網膜剥離は、その名のとおり、網膜が上皮細胞層より剥離して、網膜の下に水が貯留してしまう病気です。基本的には痛みがないため分かりにくく、飛蚊症や視力低下を認識して眼科を受診し、判明することが多いようです。
ボクサーしかならないような印象があるかもしれませんが、加齢によって起こることも多く、若年者でも発病することのある病気です。
20代と50代で多いというデータがあるそうです。
網膜剥離の治療は、眼科において外科的な対策を優先すべきです。しかし手術が適応とならない場合や、繰り返し生じてしまう場合、手術を受けることに抵抗がある場合などは、漢方的な対策を考えてみても良いでしょう。また、網膜剥離に遺伝的な要素はないと思いますが、近親者に網膜剥離が多い場合などは、予防を考える方もいらっしゃると思います。そのような場合も網膜剥離にならないようにする手段として漢方の服用を検討してみましょう。
さて漢方の理論から網膜剥離を考えてみます。まず目の病気であることから「肝」との関連性を考慮しなければなりません。漢方で云う「肝」は自律神経系と関係し、目につながっているとされます。
よって「肝」のケアをすることが網膜剥離対策になると考えられます。具体的な漢方薬としては「杞菊地黄丸(こぎくじおうがん)」が挙げられ、このお薬は「腎(生命力と関係)」を補う作用もあるため、加齢による原因が疑われる場合には、より適していると思われます。
またストレスが大きくかかることも「肝」の機能失調につながります。よってストレスが多く、網膜剥離を患った方の場合には、「逍遥丸(しょうようがん)」など、「肝」の機能を補佐して、「気」の流れをスムーズにさせる漢方が必要と考えられます。

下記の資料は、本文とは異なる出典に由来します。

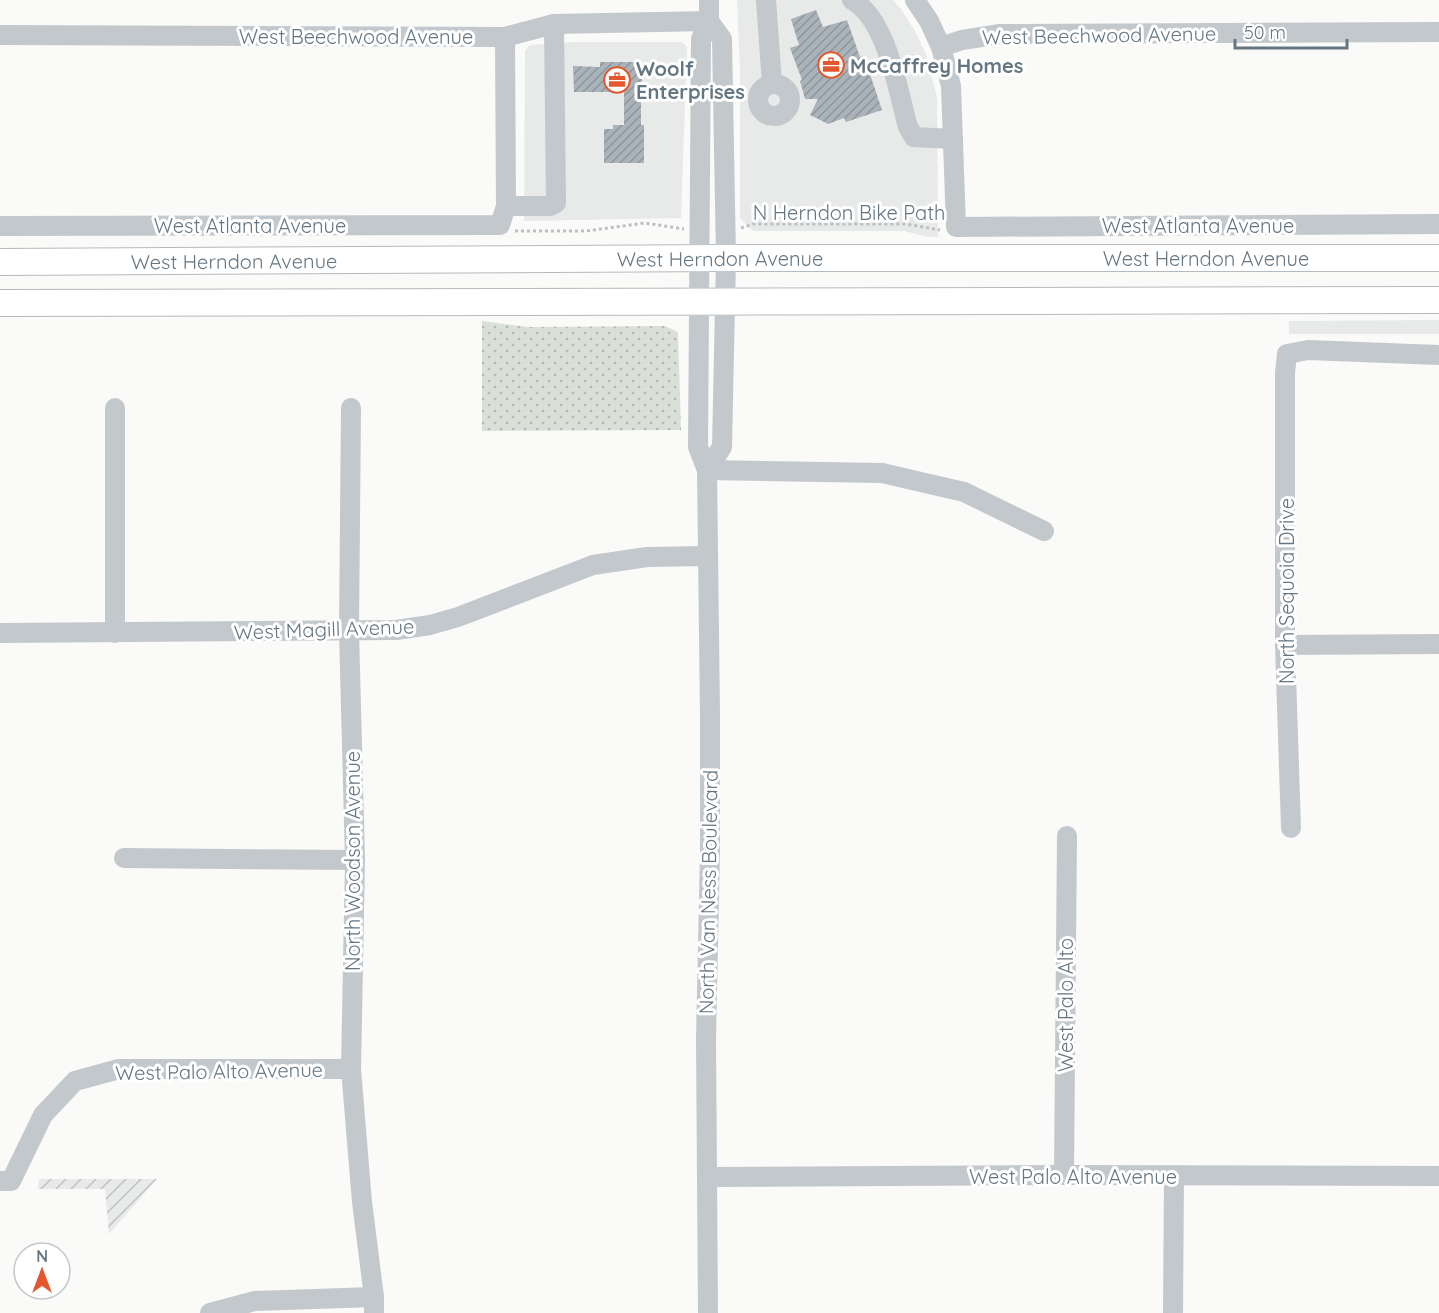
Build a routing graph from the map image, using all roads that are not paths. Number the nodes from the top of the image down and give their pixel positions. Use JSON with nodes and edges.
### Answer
{"nodes":[{"id":1,"x":709,"y":0,"type":"edge"},
{"id":2,"x":766,"y":0,"type":"edge"},
{"id":3,"x":915,"y":0,"type":"edge"},
{"id":4,"x":862,"y":3,"type":"edge"},
{"id":5,"x":709,"y":21,"type":"junction"},
{"id":6,"x":554,"y":24,"type":"junction"},
{"id":7,"x":1439,"y":32,"type":"edge"},
{"id":8,"x":0,"y":35,"type":"edge"},
{"id":9,"x":505,"y":37,"type":"junction"},
{"id":10,"x":941,"y":47,"type":"junction"},
{"id":11,"x":772,"y":84,"type":"junction"},
{"id":12,"x":724,"y":101,"type":"junction"},
{"id":13,"x":758,"y":102,"type":"junction"},
{"id":14,"x":953,"y":139,"type":"junction"},
{"id":15,"x":505,"y":221,"type":"junction"},
{"id":16,"x":1439,"y":224,"type":"edge"},
{"id":17,"x":0,"y":226,"type":"edge"},
{"id":18,"x":713,"y":258,"type":"junction"},
{"id":19,"x":1439,"y":258,"type":"edge"},
{"id":20,"x":0,"y":262,"type":"edge"},
{"id":21,"x":724,"y":300,"type":"junction"},
{"id":22,"x":1439,"y":300,"type":"edge"},
{"id":23,"x":699,"y":301,"type":"junction"},
{"id":24,"x":0,"y":303,"type":"edge"},
{"id":25,"x":1439,"y":355,"type":"edge"},
{"id":26,"x":115,"y":408,"type":"dead end"},
{"id":27,"x":351,"y":408,"type":"dead end"},
{"id":28,"x":707,"y":470,"type":"junction"},
{"id":29,"x":1044,"y":531,"type":"dead end"},
{"id":30,"x":708,"y":556,"type":"junction"},
{"id":31,"x":350,"y":631,"type":"junction"},
{"id":32,"x":0,"y":633,"type":"edge"},
{"id":33,"x":115,"y":633,"type":"junction"},
{"id":34,"x":1439,"y":644,"type":"edge"},
{"id":35,"x":1285,"y":645,"type":"junction"},
{"id":36,"x":1291,"y":828,"type":"dead end"},
{"id":37,"x":1067,"y":836,"type":"dead end"},
{"id":38,"x":124,"y":858,"type":"dead end"},
{"id":39,"x":355,"y":860,"type":"junction"},
{"id":40,"x":351,"y":1069,"type":"junction"},
{"id":41,"x":1064,"y":1174,"type":"junction"},
{"id":42,"x":1174,"y":1176,"type":"junction"},
{"id":43,"x":1439,"y":1176,"type":"edge"},
{"id":44,"x":708,"y":1177,"type":"junction"},
{"id":45,"x":0,"y":1181,"type":"edge"},
{"id":46,"x":374,"y":1305,"type":"edge"},
{"id":47,"x":210,"y":1313,"type":"edge"},
{"id":48,"x":708,"y":1313,"type":"edge"},
{"id":49,"x":1173,"y":1313,"type":"edge"}],
"edges":[{"from":1,"to":5,"type":"street","name":"North Van Ness Boulevard"},
{"from":2,"to":11,"type":"street"},
{"from":3,"to":10,"type":"street"},
{"from":4,"to":14,"type":"street"},
{"from":5,"to":6,"type":"street","name":"West Beechwood Avenue"},
{"from":5,"to":12,"type":"street","name":"North Van Ness Boulevard"},
{"from":5,"to":18,"type":"street","name":"North Van Ness Boulevard"},
{"from":6,"to":9,"type":"street","name":"West Beechwood Avenue"},
{"from":6,"to":15,"type":"street","name":"West Atlanta Avenue"},
{"from":7,"to":10,"type":"street","name":"West Beechwood Avenue"},
{"from":8,"to":9,"type":"street","name":"West Beechwood Avenue"},
{"from":9,"to":15,"type":"street"},
{"from":10,"to":14,"type":"street"},
{"from":11,"to":13,"type":"street"},
{"from":11,"to":13,"type":"street"},
{"from":12,"to":13,"type":"street"},
{"from":12,"to":18,"type":"street","name":"North Van Ness Boulevard"},
{"from":14,"to":16,"type":"street","name":"West Atlanta Avenue"},
{"from":15,"to":17,"type":"street","name":"West Atlanta Avenue"},
{"from":18,"to":19,"type":"main road","name":"West Herndon Avenue"},
{"from":18,"to":20,"type":"main road","name":"West Herndon Avenue"},
{"from":18,"to":21,"type":"street","name":"North Van Ness Boulevard"},
{"from":18,"to":23,"type":"street","name":"North Van Ness Boulevard"},
{"from":21,"to":22,"type":"main road","name":"West Herndon Avenue"},
{"from":21,"to":23,"type":"main road","name":"West Herndon Avenue"},
{"from":21,"to":28,"type":"street","name":"North Van Ness Boulevard"},
{"from":23,"to":24,"type":"main road","name":"West Herndon Avenue"},
{"from":23,"to":28,"type":"street","name":"North Van Ness Boulevard"},
{"from":25,"to":35,"type":"street","name":"North Sequoia Drive"},
{"from":26,"to":33,"type":"street"},
{"from":27,"to":31,"type":"street","name":"North Woodson Avenue"},
{"from":28,"to":29,"type":"street"},
{"from":28,"to":30,"type":"street","name":"North Van Ness Boulevard"},
{"from":30,"to":31,"type":"street","name":"West Magill Avenue"},
{"from":30,"to":44,"type":"street","name":"North Van Ness Boulevard"},
{"from":31,"to":33,"type":"street","name":"West Magill Avenue"},
{"from":31,"to":39,"type":"street","name":"North Woodson Avenue"},
{"from":32,"to":33,"type":"street","name":"West Magill Avenue"},
{"from":34,"to":35,"type":"street"},
{"from":35,"to":36,"type":"street","name":"North Sequoia Drive"},
{"from":37,"to":41,"type":"street","name":"West Palo Alto"},
{"from":38,"to":39,"type":"street"},
{"from":39,"to":40,"type":"street","name":"North Woodson Avenue"},
{"from":40,"to":45,"type":"street","name":"West Palo Alto Avenue"},
{"from":40,"to":46,"type":"street","name":"North Woodson Avenue"},
{"from":41,"to":42,"type":"street","name":"West Palo Alto Avenue"},
{"from":41,"to":44,"type":"street","name":"West Palo Alto Avenue"},
{"from":42,"to":43,"type":"street","name":"West Palo Alto Avenue"},
{"from":42,"to":49,"type":"street"},
{"from":44,"to":48,"type":"street","name":"North Van Ness Boulevard"},
{"from":46,"to":47,"type":"street"}]}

そして網膜剥離は水が貯まる病気でもあるため、漢方で云う「湿(余分な水分)」があるかどうかも考えていく必要がありそうです。目が腫れぼったいなどの症状の他、全身症状として体が重だるかったり、軟便傾向の方は、「湿」を除く漢方薬服用も検討した方が良いでしょう。具体的には「五苓散(ごれいさん)」や「シベリア霊芝」などが挙げられます。

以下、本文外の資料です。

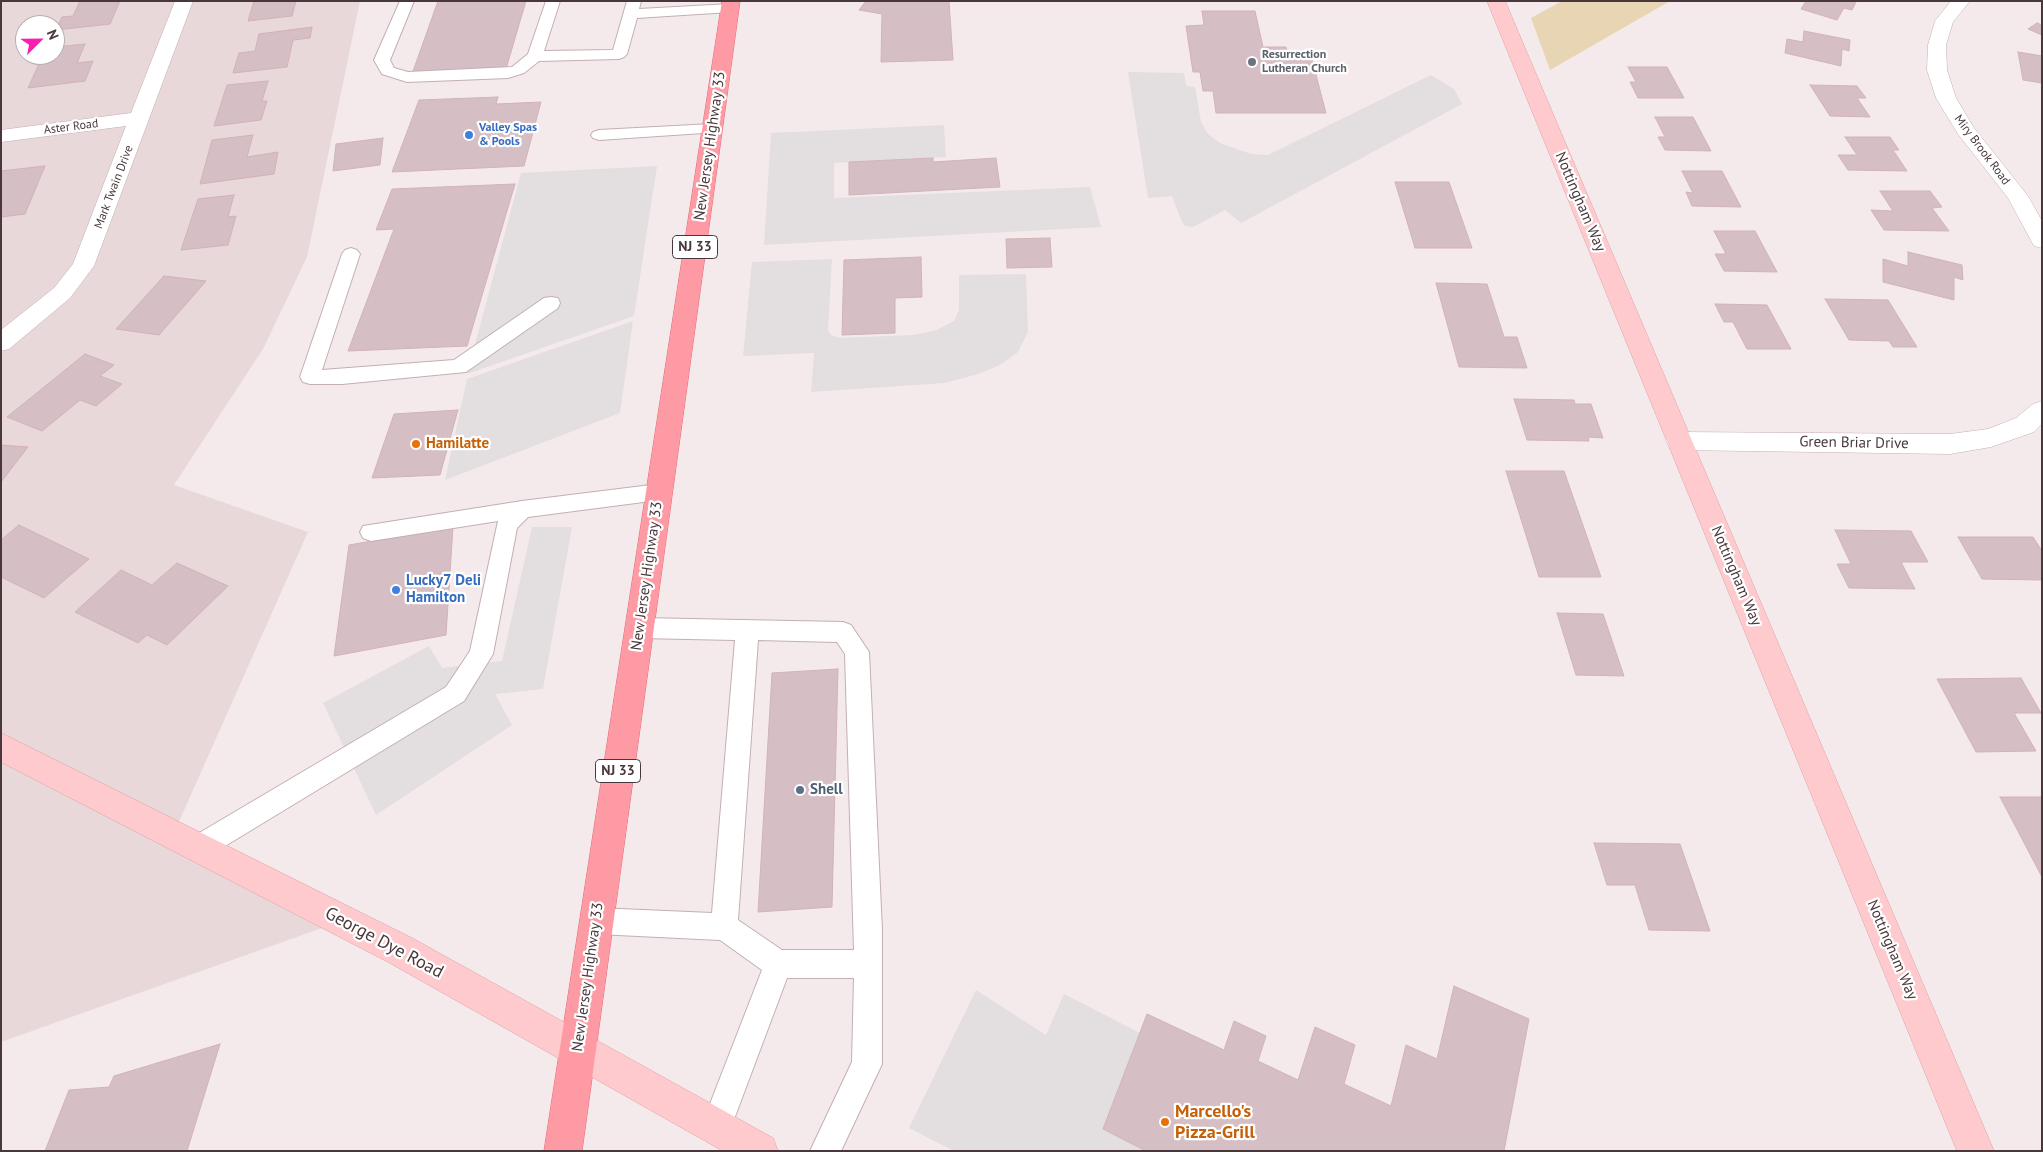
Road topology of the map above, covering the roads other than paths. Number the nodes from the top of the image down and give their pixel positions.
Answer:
1 (184, 1) edge
2 (406, 1) edge
3 (553, 1) edge
4 (1496, 1) edge
5 (1961, 1) edge
6 (730, 5) edge
7 (632, 7) edge
8 (534, 56) junction
9 (140, 118) junction
10 (712, 129) junction
11 (1, 136) edge
12 (599, 136) dead end
13 (2017, 196) junction
14 (2042, 196) edge
15 (2042, 241) edge
16 (352, 254) dead end
17 (551, 302) dead end
18 (1, 343) edge
19 (2036, 424) edge
20 (1679, 441) junction
21 (659, 492) junction
22 (522, 509) junction
23 (371, 532) dead end
24 (640, 628) junction
25 (747, 630) junction
26 (1, 747) edge
27 (198, 848) junction
28 (597, 920) junction
29 (724, 926) junction
30 (778, 964) junction
31 (868, 964) junction
32 (578, 1049) junction
33 (716, 1127) junction
34 (563, 1151) edge
35 (760, 1151) edge
36 (825, 1151) edge
37 (1976, 1151) edge

1 - 9 street, Mark Twain Drive
2 - 8 lane
3 - 8 lane
4 - 20 street, Nottingham Way
5 - 13 street, Miry Brook Road
6 - 7 lane
6 - 10 main road, New Jersey Highway 33 / NJ 33
7 - 8 lane
9 - 11 street, Aster Road
9 - 18 street, Mark Twain Drive
10 - 12 lane
10 - 21 main road, New Jersey Highway 33 / NJ 33
13 - 14 street
13 - 15 street, Miry Brook Road
16 - 17 lane
19 - 20 street, Green Briar Drive
20 - 37 street, Nottingham Way
21 - 22 lane
21 - 24 main road, New Jersey Highway 33 / NJ 33
22 - 23 lane
22 - 27 lane
24 - 25 lane
24 - 28 main road, New Jersey Highway 33 / NJ 33
25 - 29 lane
25 - 31 lane
26 - 27 street, George Dye Road
27 - 32 street, George Dye Road
28 - 29 lane
28 - 32 main road, New Jersey Highway 33 / NJ 33
29 - 30 lane
30 - 31 lane
30 - 33 lane
31 - 36 lane
32 - 33 street, George Dye Road
32 - 34 main road, New Jersey Highway 33 / NJ 33
33 - 35 street, George Dye Road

さらには血流が悪い状態も目の機能に影響を与えますので、網膜剥離につながることもあると考えられます。全身症状も診たうえで、「お血」体質があれば、「冠元顆粒(かんげんかりゅう)」など血流対策の漢方薬の服用も必要でしょう。
いずれにしても網膜剥離と云う目の病気であったとしても弁証(体質判断)が重要であり、漢方の専門家による診立てが必要です。目は生活上とても大切な器官であることは言うまでもありません。健やかに過ごすためにも漢方薬の服用を検討してみましょう。